Stored items
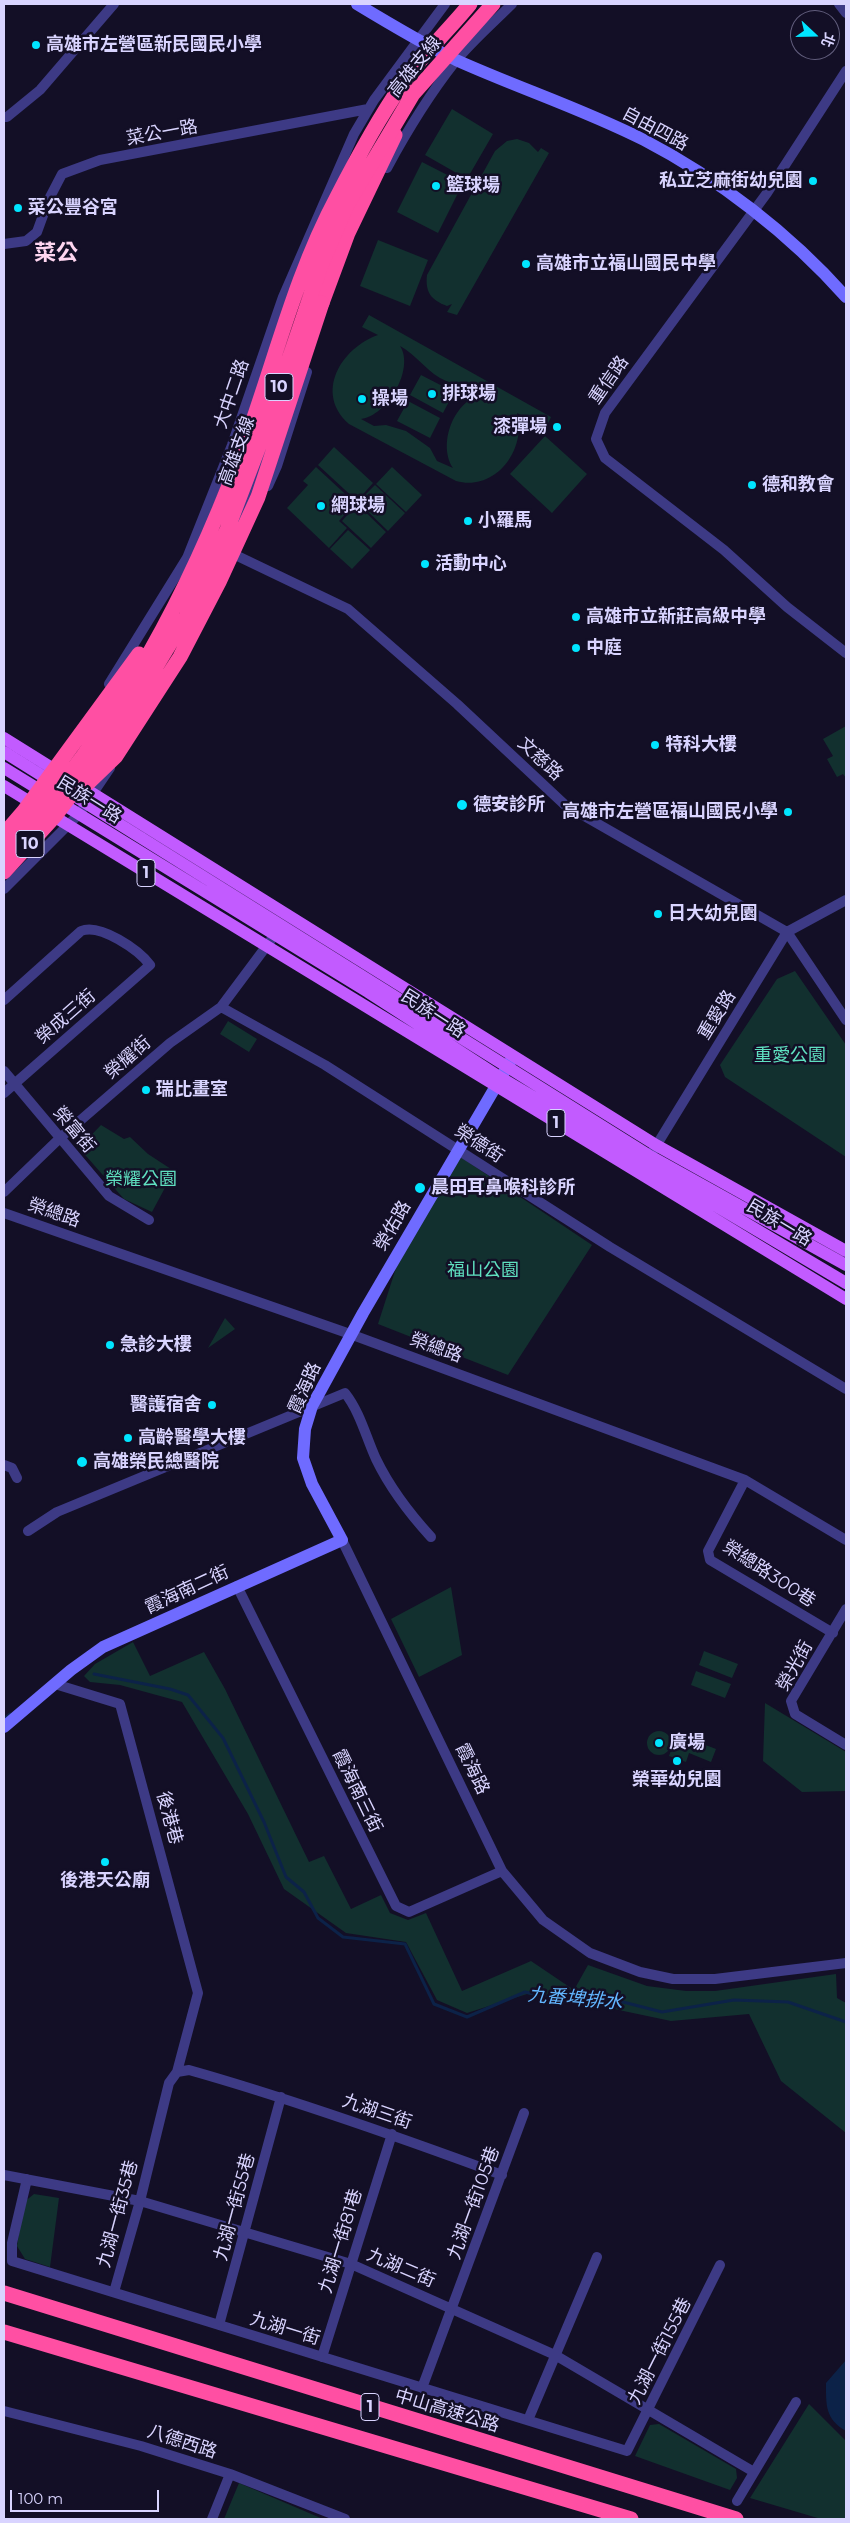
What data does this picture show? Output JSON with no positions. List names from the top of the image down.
{
  "streets": {
    "highway": [
      "高雄支線",
      "10",
      "1",
      "中山高速公路"
    ],
    "main road": ["民族一路"],
    "street": [
      "自由四路",
      "菜公一路",
      "重信路",
      "大中二路",
      "文慈路",
      "重愛路",
      "榮成三街",
      "榮耀街",
      "榮富街",
      "榮德街",
      "榮總路",
      "榮佑路",
      "霞海路",
      "榮總路300巷",
      "霞海南二街",
      "榮光街",
      "霞海南三街",
      "後港巷",
      "九湖三街",
      "九湖一街105巷",
      "九湖一街55巷",
      "九湖一街35巷",
      "九湖一街81巷",
      "九湖二街",
      "九湖一街",
      "九湖一街155巷",
      "八德西路"
    ]
  },
  "crossings": [
    ["自由四路", "重信路"],
    ["自由四路", "大中二路"],
    ["菜公一路", "大中二路"],
    ["大中二路", "文慈路"],
    ["大中二路", "民族一路"],
    ["文慈路", "重愛路"],
    ["民族一路", "重愛路"],
    ["民族一路", "榮耀街"],
    ["民族一路", "榮佑路"],
    ["榮成三街", "榮富街"],
    ["榮耀街", "榮富街"],
    ["榮耀街", "榮德街"],
    ["榮德街", "榮佑路"],
    ["榮總路", "榮佑路"],
    ["榮總路", "霞海路"],
    ["榮總路", "榮總路300巷"],
    ["榮佑路", "霞海路"],
    ["霞海路", "霞海南二街"],
    ["霞海路", "霞海南三街"],
    ["榮總路300巷", "榮光街"],
    ["霞海南二街", "霞海南三街"],
    ["霞海南二街", "後港巷"],
    ["後港巷", "九湖三街"],
    ["後港巷", "九湖一街35巷"],
    ["九湖三街", "九湖一街105巷"],
    ["九湖三街", "九湖一街55巷"],
    ["九湖三街", "九湖一街81巷"],
    ["九湖一街105巷", "九湖二街"],
    ["九湖一街105巷", "九湖一街"],
    ["九湖一街55巷", "九湖二街"],
    ["九湖一街55巷", "九湖一街"],
    ["九湖一街35巷", "九湖二街"],
    ["九湖一街35巷", "九湖一街"],
    ["九湖一街81巷", "九湖二街"],
    ["九湖一街81巷", "九湖一街"],
    ["九湖二街", "九湖一街"],
    ["九湖二街", "九湖一街155巷"],
    ["九湖一街", "九湖一街155巷"]
  ],
  "districts": ["菜公"],
  "water": ["九番埤排水"],
  "parks": ["重愛公園", "榮耀公園", "福山公園"],
  "places": [
    "高雄市左營區新民國民小學",
    "私立芝麻街幼兒園",
    "籃球場",
    "菜公豐谷宮",
    "高雄市立福山國民中學",
    "排球場",
    "操場",
    "漆彈場",
    "德和教會",
    "網球場",
    "小羅馬",
    "活動中心",
    "高雄市立新莊高級中學",
    "中庭",
    "特科大樓",
    "德安診所",
    "高雄市左營區福山國民小學",
    "日大幼兒園",
    "瑞比畫室",
    "晨田耳鼻喉科診所",
    "急診大樓",
    "醫護宿舍",
    "高齡醫學大樓",
    "高雄榮民總醫院",
    "廣場",
    "榮華幼兒園",
    "後港天公廟"
  ],
  "scale_bar": "100 m",
  "north": "right"
}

_Exercise instructions_:
Excluding the pictures, transcribe all of the entries exactly.

_Answer section_:
What data does this picture show? Output JSON with no positions. List names from the top of the image down.
{
  "streets": {
    "highway": [
      "高雄支線",
      "10",
      "1",
      "中山高速公路"
    ],
    "main road": ["民族一路"],
    "street": [
      "自由四路",
      "菜公一路",
      "重信路",
      "大中二路",
      "文慈路",
      "重愛路",
      "榮成三街",
      "榮耀街",
      "榮富街",
      "榮德街",
      "榮總路",
      "榮佑路",
      "霞海路",
      "榮總路300巷",
      "霞海南二街",
      "榮光街",
      "霞海南三街",
      "後港巷",
      "九湖三街",
      "九湖一街105巷",
      "九湖一街55巷",
      "九湖一街35巷",
      "九湖一街81巷",
      "九湖二街",
      "九湖一街",
      "九湖一街155巷",
      "八德西路"
    ]
  },
  "crossings": [
    ["自由四路", "重信路"],
    ["自由四路", "大中二路"],
    ["菜公一路", "大中二路"],
    ["大中二路", "文慈路"],
    ["大中二路", "民族一路"],
    ["文慈路", "重愛路"],
    ["民族一路", "重愛路"],
    ["民族一路", "榮耀街"],
    ["民族一路", "榮佑路"],
    ["榮成三街", "榮富街"],
    ["榮耀街", "榮富街"],
    ["榮耀街", "榮德街"],
    ["榮德街", "榮佑路"],
    ["榮總路", "榮佑路"],
    ["榮總路", "霞海路"],
    ["榮總路", "榮總路300巷"],
    ["榮佑路", "霞海路"],
    ["霞海路", "霞海南二街"],
    ["霞海路", "霞海南三街"],
    ["榮總路300巷", "榮光街"],
    ["霞海南二街", "霞海南三街"],
    ["霞海南二街", "後港巷"],
    ["後港巷", "九湖三街"],
    ["後港巷", "九湖一街35巷"],
    ["九湖三街", "九湖一街105巷"],
    ["九湖三街", "九湖一街55巷"],
    ["九湖三街", "九湖一街81巷"],
    ["九湖一街105巷", "九湖二街"],
    ["九湖一街105巷", "九湖一街"],
    ["九湖一街55巷", "九湖二街"],
    ["九湖一街55巷", "九湖一街"],
    ["九湖一街35巷", "九湖二街"],
    ["九湖一街35巷", "九湖一街"],
    ["九湖一街81巷", "九湖二街"],
    ["九湖一街81巷", "九湖一街"],
    ["九湖二街", "九湖一街"],
    ["九湖二街", "九湖一街155巷"],
    ["九湖一街", "九湖一街155巷"]
  ],
  "districts": ["菜公"],
  "water": ["九番埤排水"],
  "parks": ["重愛公園", "榮耀公園", "福山公園"],
  "places": [
    "高雄市左營區新民國民小學",
    "私立芝麻街幼兒園",
    "籃球場",
    "菜公豐谷宮",
    "高雄市立福山國民中學",
    "排球場",
    "操場",
    "漆彈場",
    "德和教會",
    "網球場",
    "小羅馬",
    "活動中心",
    "高雄市立新莊高級中學",
    "中庭",
    "特科大樓",
    "德安診所",
    "高雄市左營區福山國民小學",
    "日大幼兒園",
    "瑞比畫室",
    "晨田耳鼻喉科診所",
    "急診大樓",
    "醫護宿舍",
    "高齡醫學大樓",
    "高雄榮民總醫院",
    "廣場",
    "榮華幼兒園",
    "後港天公廟"
  ],
  "scale_bar": "100 m",
  "north": "right"
}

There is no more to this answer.